Optical conductivity of an interacting Weyl liquid in the collisionless regime

TL;DR

This paper demonstrates that long-range Coulomb interactions cause a universal increase in optical conductivity in 3D Weyl semimetals, depending only on the number of Weyl nodes, revealing fundamental quantum-critical effects.

Contribution

It reveals a universal correction to optical conductivity in Weyl semimetals due to Coulomb interactions, linked to quantum-criticality and violation of hyperscaling.

Findings

Universal correction to OC depends only on number of Weyl nodes

Long-range Coulomb interaction enhances OC in a universal manner

Local interactions produce non-universal corrections

Abstract

Optical conductivity (OC) can serve as a measure of correlation effects in a wide range of condensed matter systems.
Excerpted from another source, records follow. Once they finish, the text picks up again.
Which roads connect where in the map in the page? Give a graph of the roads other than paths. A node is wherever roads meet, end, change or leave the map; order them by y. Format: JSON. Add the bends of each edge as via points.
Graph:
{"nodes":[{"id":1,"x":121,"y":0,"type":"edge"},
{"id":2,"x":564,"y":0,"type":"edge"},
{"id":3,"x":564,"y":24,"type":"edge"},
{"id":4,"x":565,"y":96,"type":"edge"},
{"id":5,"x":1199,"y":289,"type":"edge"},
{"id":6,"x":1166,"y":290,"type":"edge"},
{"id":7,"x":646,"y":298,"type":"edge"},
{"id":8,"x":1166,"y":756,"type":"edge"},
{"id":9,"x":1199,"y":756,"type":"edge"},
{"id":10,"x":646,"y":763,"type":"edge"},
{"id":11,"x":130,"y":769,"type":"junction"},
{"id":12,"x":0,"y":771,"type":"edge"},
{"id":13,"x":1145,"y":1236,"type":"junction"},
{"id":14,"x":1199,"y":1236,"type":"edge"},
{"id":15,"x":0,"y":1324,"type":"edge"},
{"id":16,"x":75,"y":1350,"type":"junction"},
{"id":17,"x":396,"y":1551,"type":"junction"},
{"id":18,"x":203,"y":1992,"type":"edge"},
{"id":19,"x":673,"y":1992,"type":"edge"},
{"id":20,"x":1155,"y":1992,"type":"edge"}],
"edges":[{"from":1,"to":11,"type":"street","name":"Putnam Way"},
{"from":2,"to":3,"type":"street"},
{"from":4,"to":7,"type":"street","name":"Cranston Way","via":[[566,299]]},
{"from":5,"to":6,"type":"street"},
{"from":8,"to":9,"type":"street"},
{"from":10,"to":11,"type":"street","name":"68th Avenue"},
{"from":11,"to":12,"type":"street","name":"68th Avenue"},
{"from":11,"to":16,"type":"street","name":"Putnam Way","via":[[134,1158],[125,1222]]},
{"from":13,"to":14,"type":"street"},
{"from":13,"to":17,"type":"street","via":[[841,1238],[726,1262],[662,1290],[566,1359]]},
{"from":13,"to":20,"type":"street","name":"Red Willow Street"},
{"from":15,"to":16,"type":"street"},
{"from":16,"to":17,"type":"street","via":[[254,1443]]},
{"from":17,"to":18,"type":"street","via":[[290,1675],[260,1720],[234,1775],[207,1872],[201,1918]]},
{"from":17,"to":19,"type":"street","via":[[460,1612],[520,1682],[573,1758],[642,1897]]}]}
We here show that the long-range tail of the Coulomb interaction yields a universal correction to the OC in a three-dimensional Weyl semimetal $\sigma(\Omega)=\sigma_0(\Omega)\left[ 1+\frac{1}{N+1} \right]$, where of $\sigma_0(\Omega)=Ne^2_0 \Omega/(12 h v)$ is the OC in the non-interacting system, with $v$ as the actual (renormalized) Fermi velocity of Weyl quasiparticles at frequency $\Omega$, and $e_0$ is the electron charge in vacuum. Such universal enhancement of OC, which depends only on the number of Weyl nodes near the Fermi level ($N$), is a remarkable consequence of an intriguing conspiracy among the quantum-critical nature of an interacting Weyl liquid, marginal irrelevance of the long-range Coulomb interaction and the violation of hyperscaling in three dimensions, and can directly be measured in recently discovered Weyl as well as Dirac materials. By contrast, a local density-density interaction produces a non-universal correction to the OC, stemming from the non-renormalizable nature of the corresponding interacting field theory.